Using the listing below, work out how many lines carry the word "England", and state nothing but that number.

> Records shown
════════

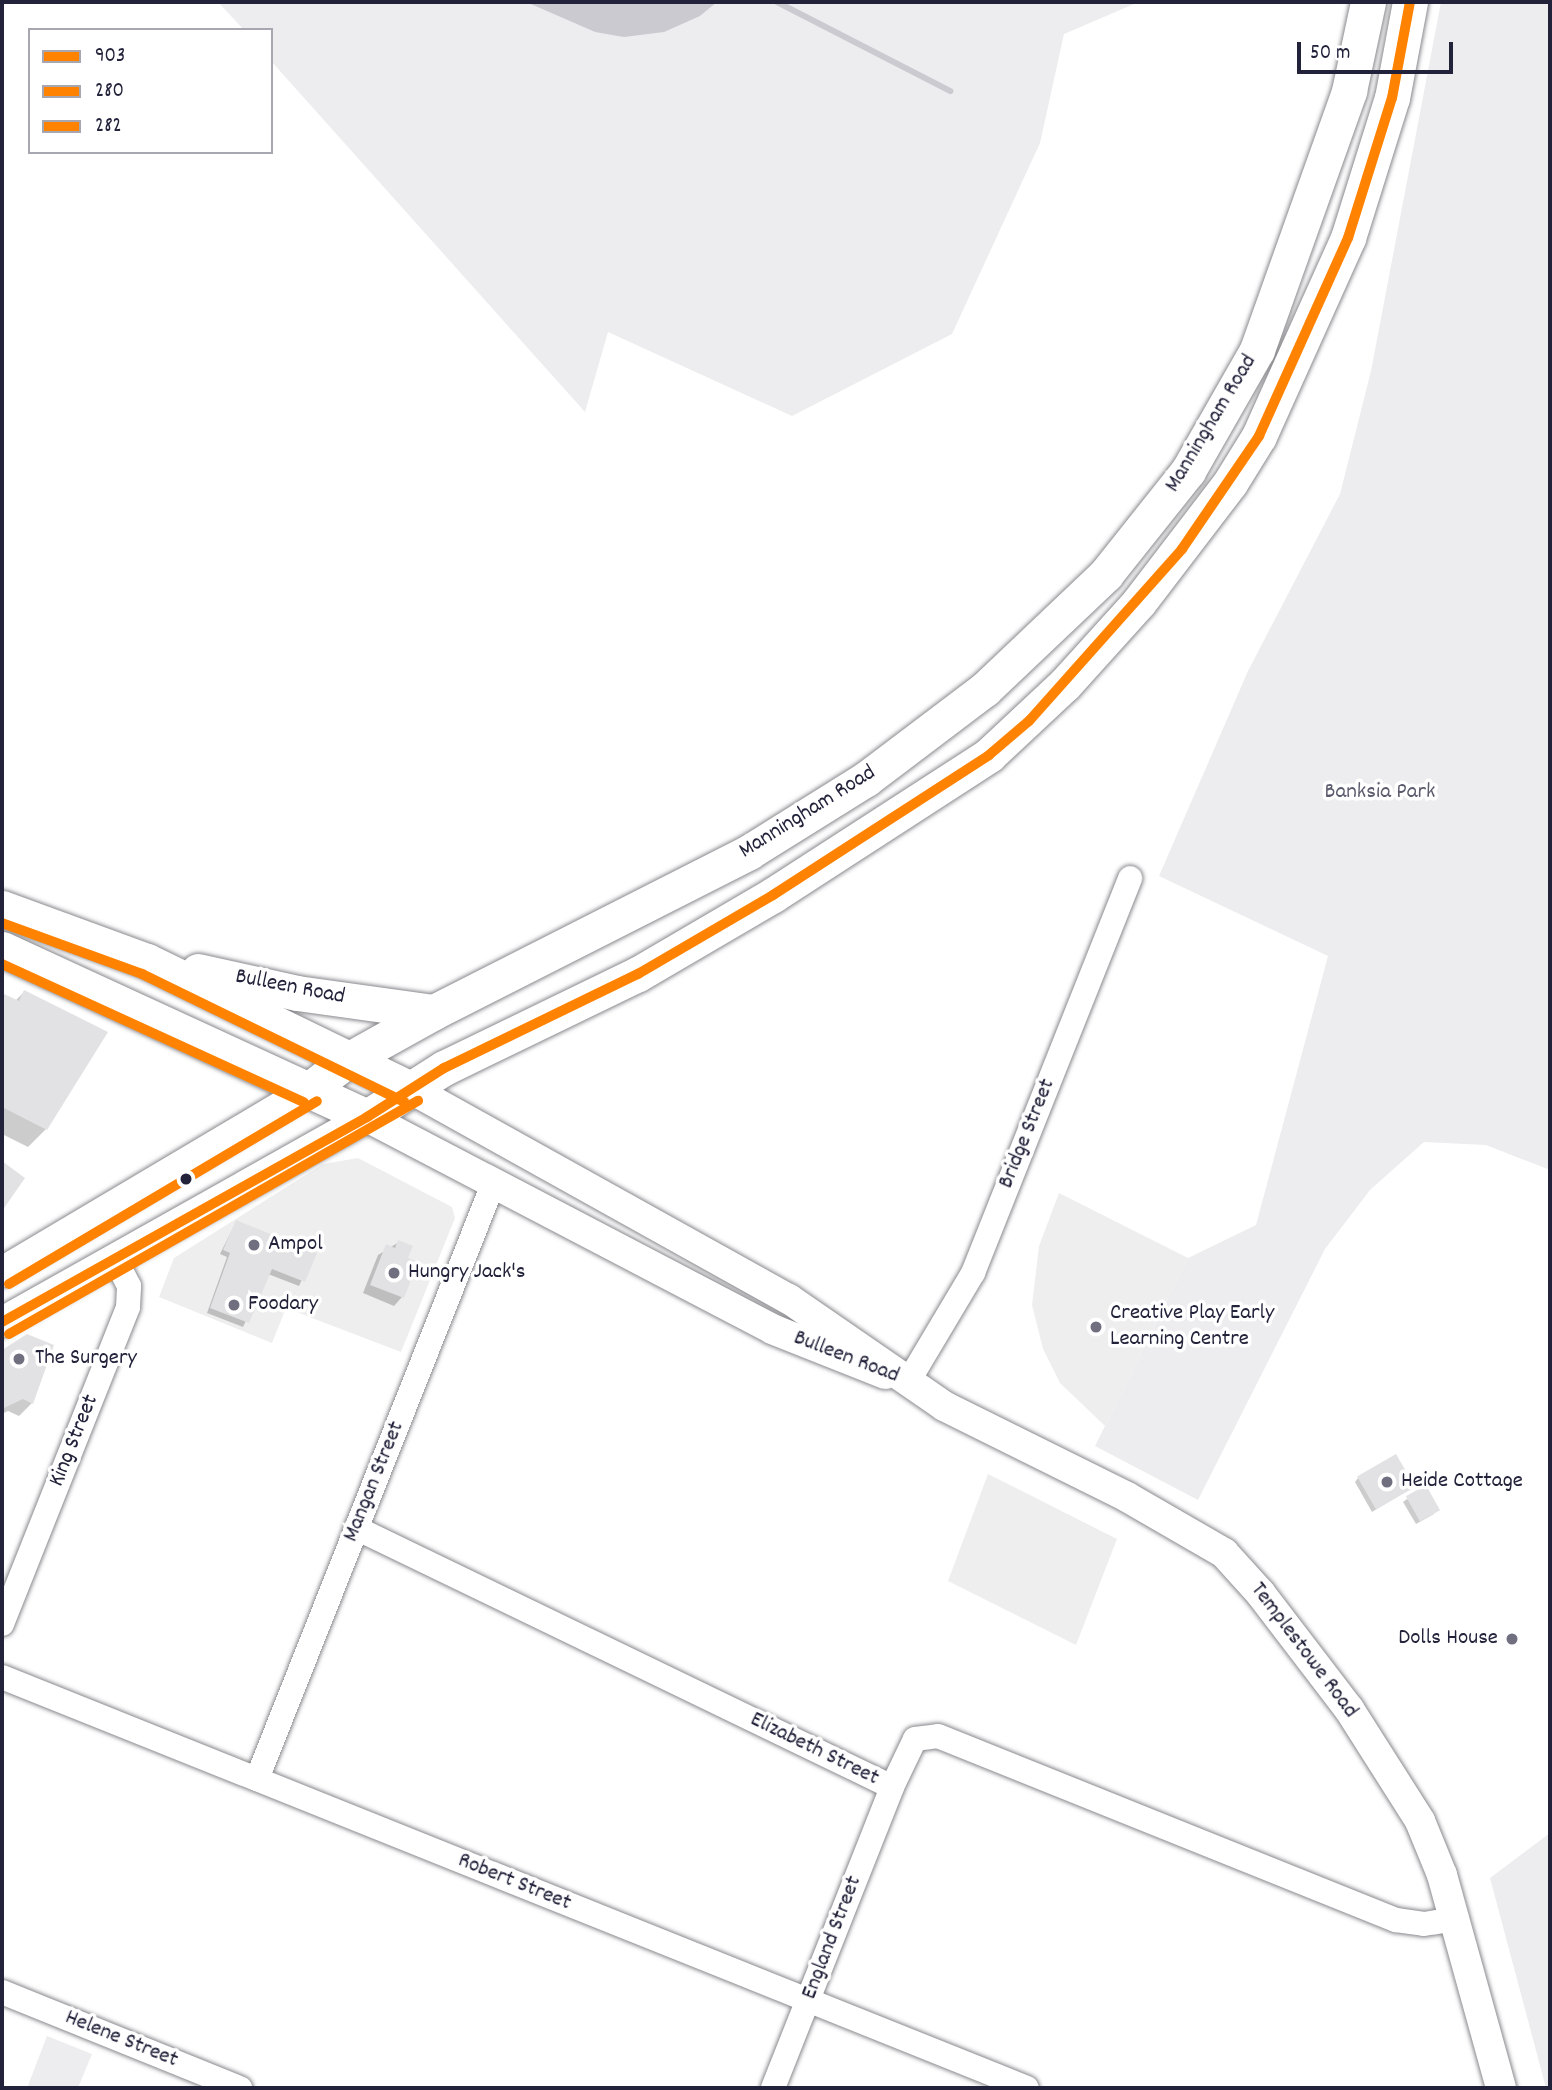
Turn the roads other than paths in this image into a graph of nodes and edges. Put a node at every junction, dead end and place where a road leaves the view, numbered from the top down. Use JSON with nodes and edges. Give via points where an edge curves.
{"nodes":[{"id":1,"x":1368,"y":2,"type":"edge"},
{"id":2,"x":1410,"y":2,"type":"edge"},
{"id":3,"x":1030,"y":646,"type":"junction"},
{"id":4,"x":1065,"y":684,"type":"junction"},
{"id":5,"x":1130,"y":878,"type":"dead end"},
{"id":6,"x":2,"y":908,"type":"edge"},
{"id":7,"x":2,"y":949,"type":"edge"},
{"id":8,"x":147,"y":961,"type":"junction"},
{"id":9,"x":433,"y":1012,"type":"junction"},
{"id":10,"x":346,"y":1061,"type":"junction"},
{"id":11,"x":310,"y":1089,"type":"junction"},
{"id":12,"x":411,"y":1089,"type":"junction"},
{"id":13,"x":368,"y":1117,"type":"junction"},
{"id":14,"x":493,"y":1184,"type":"junction"},
{"id":15,"x":115,"y":1259,"type":"junction"},
{"id":16,"x":2,"y":1272,"type":"edge"},
{"id":17,"x":2,"y":1322,"type":"edge"},
{"id":18,"x":908,"y":1382,"type":"junction"},
{"id":19,"x":356,"y":1528,"type":"junction"},
{"id":20,"x":2,"y":1625,"type":"edge"},
{"id":21,"x":2,"y":1677,"type":"edge"},
{"id":22,"x":257,"y":1779,"type":"junction"},
{"id":23,"x":892,"y":1787,"type":"junction"},
{"id":24,"x":1454,"y":1919,"type":"junction"},
{"id":25,"x":2,"y":1993,"type":"edge"},
{"id":26,"x":808,"y":2000,"type":"junction"},
{"id":27,"x":240,"y":2088,"type":"edge"},
{"id":28,"x":773,"y":2088,"type":"edge"},
{"id":29,"x":1027,"y":2088,"type":"edge"},
{"id":30,"x":1501,"y":2088,"type":"edge"}],
"edges":[{"from":1,"to":3,"type":"highway","name":"Manningham Road","via":[[1349,91],[1257,350],[1188,471],[1106,574]]},
{"from":2,"to":4,"type":"highway","name":"Manningham Road","via":[[1392,98],[1348,238],[1259,436],[1182,549]]},
{"from":3,"to":4,"type":"highway"},
{"from":3,"to":9,"type":"highway","name":"Manningham Road","via":[[965,705],[866,779],[749,852]]},
{"from":4,"to":12,"type":"highway","name":"Manningham Road","via":[[989,755],[773,895],[638,974],[444,1068]]},
{"from":5,"to":18,"type":"street","name":"Bridge Street","via":[[973,1273]]},
{"from":6,"to":8,"type":"highway","name":"Bulleen Road"},
{"from":7,"to":11,"type":"highway","name":"Bulleen Road"},
{"from":8,"to":9,"type":"highway","name":"Bulleen Road","via":[[297,993]]},
{"from":8,"to":10,"type":"highway","name":"Bulleen Road"},
{"from":9,"to":10,"type":"highway","name":"Manningham Road"},
{"from":10,"to":11,"type":"highway","name":"Manningham Road"},
{"from":10,"to":12,"type":"highway","name":"Bulleen Road"},
{"from":11,"to":13,"type":"highway","name":"Bulleen Road"},
{"from":11,"to":16,"type":"main road","name":"Manningham Road"},
{"from":12,"to":13,"type":"highway","name":"Manningham Road"},
{"from":12,"to":18,"type":"main road","name":"Bulleen Road","via":[[789,1299]]},
{"from":13,"to":14,"type":"main road","name":"Bulleen Road"},
{"from":13,"to":15,"type":"main road","name":"Manningham Road"},
{"from":14,"to":18,"type":"main road","name":"Bulleen Road","via":[[772,1329]]},
{"from":14,"to":19,"type":"street","name":"Mangan Street"},
{"from":15,"to":17,"type":"main road","name":"Manningham Road"},
{"from":15,"to":20,"type":"street","name":"King Street","via":[[127,1278],[128,1307]]},
{"from":18,"to":24,"type":"main road","name":"Templestowe Road","via":[[944,1406],[1128,1497],[1224,1553],[1284,1623],[1397,1780],[1430,1843]]},
{"from":19,"to":22,"type":"street","name":"Mangan Street"},
{"from":19,"to":23,"type":"street","name":"Elizabeth Street"},
{"from":21,"to":22,"type":"street","name":"Robert Street"},
{"from":22,"to":26,"type":"street","name":"Robert Street"},
{"from":23,"to":24,"type":"street","name":"Elizabeth Street","via":[[915,1739],[938,1736],[1396,1920],[1424,1924]]},
{"from":23,"to":26,"type":"street","name":"England Street"},
{"from":24,"to":30,"type":"main road","name":"Templestowe Road"},
{"from":25,"to":27,"type":"street","name":"Helene Street"},
{"from":26,"to":28,"type":"street","name":"England Street"},
{"from":26,"to":29,"type":"street","name":"Robert Street"}]}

════════

> Exercise response
2